## YOUR TASK
Output each of the entries exactly, skipping every picture they contain.

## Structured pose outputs
------------------------------------
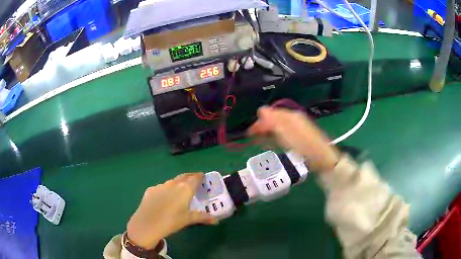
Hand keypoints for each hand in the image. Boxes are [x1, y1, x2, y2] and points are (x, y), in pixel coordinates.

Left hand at [127, 173, 216, 249]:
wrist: (147, 224)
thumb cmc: (172, 221)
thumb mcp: (189, 219)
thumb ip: (203, 217)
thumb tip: (216, 220)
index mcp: (185, 188)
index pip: (195, 178)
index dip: (200, 176)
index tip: (203, 177)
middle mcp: (173, 183)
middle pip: (184, 176)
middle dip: (190, 177)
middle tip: (194, 180)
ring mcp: (160, 185)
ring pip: (172, 182)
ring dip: (177, 183)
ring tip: (179, 191)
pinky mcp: (150, 189)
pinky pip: (161, 187)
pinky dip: (166, 190)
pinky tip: (164, 198)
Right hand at [248, 107, 339, 172]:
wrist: (321, 157)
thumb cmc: (303, 145)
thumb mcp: (286, 132)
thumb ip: (273, 121)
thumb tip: (261, 109)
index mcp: (291, 116)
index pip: (271, 113)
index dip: (260, 121)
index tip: (250, 132)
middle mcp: (294, 119)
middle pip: (274, 120)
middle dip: (263, 127)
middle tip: (253, 138)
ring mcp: (297, 128)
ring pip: (278, 127)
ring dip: (268, 132)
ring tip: (260, 141)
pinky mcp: (299, 137)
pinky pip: (284, 134)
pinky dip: (276, 137)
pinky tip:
------------------------------------
## EXPECTED OUTPUT
Hand keypoints for each hand in the image. Boxes are [x1, y1, x2, y2] and points are (x, y), in pixel coordinates.

Left hand at [127, 173, 216, 249]:
wrist: (147, 224)
thumb cmc: (172, 221)
thumb mcp: (189, 219)
thumb ip: (203, 217)
thumb tip: (216, 220)
index mcp: (185, 188)
index pip: (195, 178)
index dip: (200, 176)
index tip: (203, 177)
middle mcp: (173, 183)
middle pip: (184, 176)
middle dip: (190, 177)
middle tip: (194, 180)
ring mcp: (160, 185)
ring pip: (172, 182)
ring dip: (177, 183)
ring tip: (179, 191)
pinky mcp: (150, 189)
pinky pip: (161, 187)
pinky dip: (166, 190)
pinky tip: (164, 198)
Right hand at [248, 107, 339, 172]:
wrist: (321, 157)
thumb cmc: (303, 145)
thumb mcp: (286, 132)
thumb ip: (273, 121)
thumb tip: (261, 109)
index mcp: (291, 116)
index pip: (271, 113)
index dip: (260, 121)
index tip: (250, 132)
middle mcp: (294, 119)
middle pip: (274, 120)
middle dip: (263, 127)
middle tip: (253, 138)
ring mcp: (297, 128)
ring pip: (278, 127)
ring dip: (268, 132)
ring tip: (260, 141)
pinky mcp: (299, 137)
pinky pip: (284, 134)
pinky dip: (276, 137)
pinky tip:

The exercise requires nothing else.